- **WORK TASK**
Copy all the lines of the data that include the word "DOONGRI".

Stored data entries:

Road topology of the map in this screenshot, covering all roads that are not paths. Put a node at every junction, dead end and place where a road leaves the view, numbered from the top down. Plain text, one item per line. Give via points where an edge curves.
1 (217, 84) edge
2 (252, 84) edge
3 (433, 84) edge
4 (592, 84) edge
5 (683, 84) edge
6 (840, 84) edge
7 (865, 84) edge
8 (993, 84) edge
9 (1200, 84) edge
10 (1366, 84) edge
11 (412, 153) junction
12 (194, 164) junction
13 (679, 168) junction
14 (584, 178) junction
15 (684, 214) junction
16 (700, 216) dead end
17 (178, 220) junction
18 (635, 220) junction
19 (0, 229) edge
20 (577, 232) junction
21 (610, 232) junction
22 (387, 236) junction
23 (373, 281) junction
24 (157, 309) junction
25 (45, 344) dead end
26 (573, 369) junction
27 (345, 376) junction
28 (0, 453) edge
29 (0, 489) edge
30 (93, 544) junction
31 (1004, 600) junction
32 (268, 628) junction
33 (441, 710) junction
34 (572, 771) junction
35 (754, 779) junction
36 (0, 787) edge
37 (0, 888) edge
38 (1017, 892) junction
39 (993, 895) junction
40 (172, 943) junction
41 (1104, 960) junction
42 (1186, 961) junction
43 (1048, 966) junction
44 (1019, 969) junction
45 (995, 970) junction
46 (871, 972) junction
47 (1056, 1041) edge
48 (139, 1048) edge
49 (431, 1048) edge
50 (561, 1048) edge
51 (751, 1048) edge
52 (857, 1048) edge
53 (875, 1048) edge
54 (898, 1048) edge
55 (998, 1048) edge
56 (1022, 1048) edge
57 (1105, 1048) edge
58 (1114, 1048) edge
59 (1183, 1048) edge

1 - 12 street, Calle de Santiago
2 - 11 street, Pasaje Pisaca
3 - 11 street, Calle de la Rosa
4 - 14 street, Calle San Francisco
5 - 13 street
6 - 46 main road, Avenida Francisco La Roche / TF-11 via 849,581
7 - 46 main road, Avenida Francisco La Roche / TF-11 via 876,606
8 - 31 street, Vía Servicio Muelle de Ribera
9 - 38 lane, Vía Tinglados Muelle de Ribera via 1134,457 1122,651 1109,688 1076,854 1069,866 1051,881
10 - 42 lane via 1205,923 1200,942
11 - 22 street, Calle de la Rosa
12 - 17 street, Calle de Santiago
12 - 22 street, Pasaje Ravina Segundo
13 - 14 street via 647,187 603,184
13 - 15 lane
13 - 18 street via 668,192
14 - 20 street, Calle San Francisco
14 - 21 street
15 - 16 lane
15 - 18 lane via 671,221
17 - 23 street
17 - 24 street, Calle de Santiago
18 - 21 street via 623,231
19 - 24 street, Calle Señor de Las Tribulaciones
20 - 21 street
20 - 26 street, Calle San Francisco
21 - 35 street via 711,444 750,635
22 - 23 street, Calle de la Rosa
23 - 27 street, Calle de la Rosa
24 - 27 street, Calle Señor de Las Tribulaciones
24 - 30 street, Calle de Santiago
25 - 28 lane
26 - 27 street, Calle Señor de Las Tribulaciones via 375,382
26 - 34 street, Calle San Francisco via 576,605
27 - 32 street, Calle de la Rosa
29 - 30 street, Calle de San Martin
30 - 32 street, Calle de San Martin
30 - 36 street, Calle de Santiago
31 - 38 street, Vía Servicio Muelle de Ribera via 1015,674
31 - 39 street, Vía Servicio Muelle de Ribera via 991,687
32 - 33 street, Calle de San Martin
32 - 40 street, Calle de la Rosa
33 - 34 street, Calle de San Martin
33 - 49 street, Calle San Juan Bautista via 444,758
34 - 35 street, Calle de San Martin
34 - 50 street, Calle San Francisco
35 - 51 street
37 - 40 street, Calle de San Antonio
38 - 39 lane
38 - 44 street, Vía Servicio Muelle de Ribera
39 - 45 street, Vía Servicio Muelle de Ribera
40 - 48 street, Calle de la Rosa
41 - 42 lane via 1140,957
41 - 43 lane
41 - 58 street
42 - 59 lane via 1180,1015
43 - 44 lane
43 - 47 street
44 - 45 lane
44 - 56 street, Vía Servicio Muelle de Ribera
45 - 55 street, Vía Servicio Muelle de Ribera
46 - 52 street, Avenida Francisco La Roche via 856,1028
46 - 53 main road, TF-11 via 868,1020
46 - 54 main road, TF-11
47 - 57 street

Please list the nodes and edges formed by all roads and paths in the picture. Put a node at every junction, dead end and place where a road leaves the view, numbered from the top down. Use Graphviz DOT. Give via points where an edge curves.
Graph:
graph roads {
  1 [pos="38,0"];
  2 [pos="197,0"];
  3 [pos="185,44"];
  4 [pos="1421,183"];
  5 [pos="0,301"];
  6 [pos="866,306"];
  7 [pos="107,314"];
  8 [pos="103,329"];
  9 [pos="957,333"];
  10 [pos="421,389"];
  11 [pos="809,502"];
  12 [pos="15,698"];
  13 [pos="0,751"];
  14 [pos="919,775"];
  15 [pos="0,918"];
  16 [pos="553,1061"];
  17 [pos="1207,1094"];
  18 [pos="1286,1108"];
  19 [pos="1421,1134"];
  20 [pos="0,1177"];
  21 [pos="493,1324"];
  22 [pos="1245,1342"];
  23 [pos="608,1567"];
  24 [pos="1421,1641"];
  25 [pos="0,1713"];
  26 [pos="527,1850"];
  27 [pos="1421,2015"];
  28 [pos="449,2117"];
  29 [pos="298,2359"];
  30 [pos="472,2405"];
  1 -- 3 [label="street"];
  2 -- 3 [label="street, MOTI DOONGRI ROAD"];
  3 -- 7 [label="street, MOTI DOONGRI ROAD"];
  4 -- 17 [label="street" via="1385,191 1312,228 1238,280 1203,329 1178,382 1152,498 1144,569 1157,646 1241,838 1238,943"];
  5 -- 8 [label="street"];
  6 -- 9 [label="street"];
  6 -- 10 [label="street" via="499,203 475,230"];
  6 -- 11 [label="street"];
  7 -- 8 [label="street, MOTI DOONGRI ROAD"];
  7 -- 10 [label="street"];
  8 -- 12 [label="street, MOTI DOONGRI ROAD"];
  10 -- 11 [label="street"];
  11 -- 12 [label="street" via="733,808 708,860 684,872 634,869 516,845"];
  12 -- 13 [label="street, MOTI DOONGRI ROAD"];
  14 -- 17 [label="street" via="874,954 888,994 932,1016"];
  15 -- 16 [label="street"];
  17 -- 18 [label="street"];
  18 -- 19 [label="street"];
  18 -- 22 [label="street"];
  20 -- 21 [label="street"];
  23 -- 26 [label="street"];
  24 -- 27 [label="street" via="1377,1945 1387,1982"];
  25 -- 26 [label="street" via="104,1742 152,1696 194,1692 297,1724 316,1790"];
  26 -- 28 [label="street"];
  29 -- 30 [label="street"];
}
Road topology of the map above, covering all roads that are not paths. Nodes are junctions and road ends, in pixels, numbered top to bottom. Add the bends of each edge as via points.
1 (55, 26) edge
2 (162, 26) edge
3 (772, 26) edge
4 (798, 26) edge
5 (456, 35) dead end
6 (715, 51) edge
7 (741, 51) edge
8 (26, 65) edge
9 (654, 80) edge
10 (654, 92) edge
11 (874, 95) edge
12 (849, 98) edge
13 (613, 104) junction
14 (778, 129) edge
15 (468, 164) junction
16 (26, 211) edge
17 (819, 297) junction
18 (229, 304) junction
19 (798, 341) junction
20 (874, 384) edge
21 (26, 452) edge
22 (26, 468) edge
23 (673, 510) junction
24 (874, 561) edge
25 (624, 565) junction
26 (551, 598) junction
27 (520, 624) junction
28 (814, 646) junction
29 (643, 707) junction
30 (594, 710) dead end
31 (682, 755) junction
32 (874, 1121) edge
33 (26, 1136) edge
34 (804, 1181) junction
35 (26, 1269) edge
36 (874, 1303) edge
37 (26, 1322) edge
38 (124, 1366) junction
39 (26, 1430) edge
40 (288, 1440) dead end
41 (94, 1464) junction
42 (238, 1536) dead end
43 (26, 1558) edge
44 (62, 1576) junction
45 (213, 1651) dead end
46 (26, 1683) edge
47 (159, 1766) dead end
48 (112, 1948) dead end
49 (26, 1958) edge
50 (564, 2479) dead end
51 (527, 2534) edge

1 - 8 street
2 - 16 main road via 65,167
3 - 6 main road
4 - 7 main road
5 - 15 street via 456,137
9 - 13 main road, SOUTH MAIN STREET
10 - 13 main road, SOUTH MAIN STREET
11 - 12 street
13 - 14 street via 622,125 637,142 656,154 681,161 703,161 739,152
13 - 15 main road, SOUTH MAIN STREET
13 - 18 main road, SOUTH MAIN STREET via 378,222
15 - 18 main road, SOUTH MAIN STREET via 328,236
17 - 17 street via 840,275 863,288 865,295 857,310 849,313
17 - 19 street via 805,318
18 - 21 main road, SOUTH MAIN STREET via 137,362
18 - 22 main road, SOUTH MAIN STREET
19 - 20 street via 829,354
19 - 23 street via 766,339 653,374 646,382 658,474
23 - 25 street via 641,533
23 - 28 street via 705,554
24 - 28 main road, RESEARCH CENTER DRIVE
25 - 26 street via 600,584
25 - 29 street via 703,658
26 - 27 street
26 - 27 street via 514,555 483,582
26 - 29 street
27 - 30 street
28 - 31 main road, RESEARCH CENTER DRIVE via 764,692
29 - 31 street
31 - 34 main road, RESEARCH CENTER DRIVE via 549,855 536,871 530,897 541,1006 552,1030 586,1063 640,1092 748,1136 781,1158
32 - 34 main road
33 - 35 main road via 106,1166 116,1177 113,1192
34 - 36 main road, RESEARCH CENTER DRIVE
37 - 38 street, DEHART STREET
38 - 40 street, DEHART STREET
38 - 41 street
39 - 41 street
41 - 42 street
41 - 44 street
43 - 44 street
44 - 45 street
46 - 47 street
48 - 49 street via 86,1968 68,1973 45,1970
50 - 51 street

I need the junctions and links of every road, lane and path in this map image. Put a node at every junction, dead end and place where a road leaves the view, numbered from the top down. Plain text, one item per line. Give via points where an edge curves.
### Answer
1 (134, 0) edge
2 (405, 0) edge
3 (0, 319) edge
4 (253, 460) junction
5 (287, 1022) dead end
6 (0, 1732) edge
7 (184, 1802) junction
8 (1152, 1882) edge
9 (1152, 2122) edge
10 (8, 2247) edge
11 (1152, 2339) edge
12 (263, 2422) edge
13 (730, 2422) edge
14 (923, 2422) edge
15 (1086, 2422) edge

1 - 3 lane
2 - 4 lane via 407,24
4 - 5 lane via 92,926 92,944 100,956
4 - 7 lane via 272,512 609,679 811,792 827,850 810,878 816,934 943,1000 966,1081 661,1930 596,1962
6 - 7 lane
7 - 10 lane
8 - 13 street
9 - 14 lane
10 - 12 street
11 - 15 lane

- **TASK OUTPUT**
  2 -- 3 [label="street, MOTI DOONGRI ROAD"];
  3 -- 7 [label="street, MOTI DOONGRI ROAD"];
  7 -- 8 [label="street, MOTI DOONGRI ROAD"];
  8 -- 12 [label="street, MOTI DOONGRI ROAD"];
  12 -- 13 [label="street, MOTI DOONGRI ROAD"];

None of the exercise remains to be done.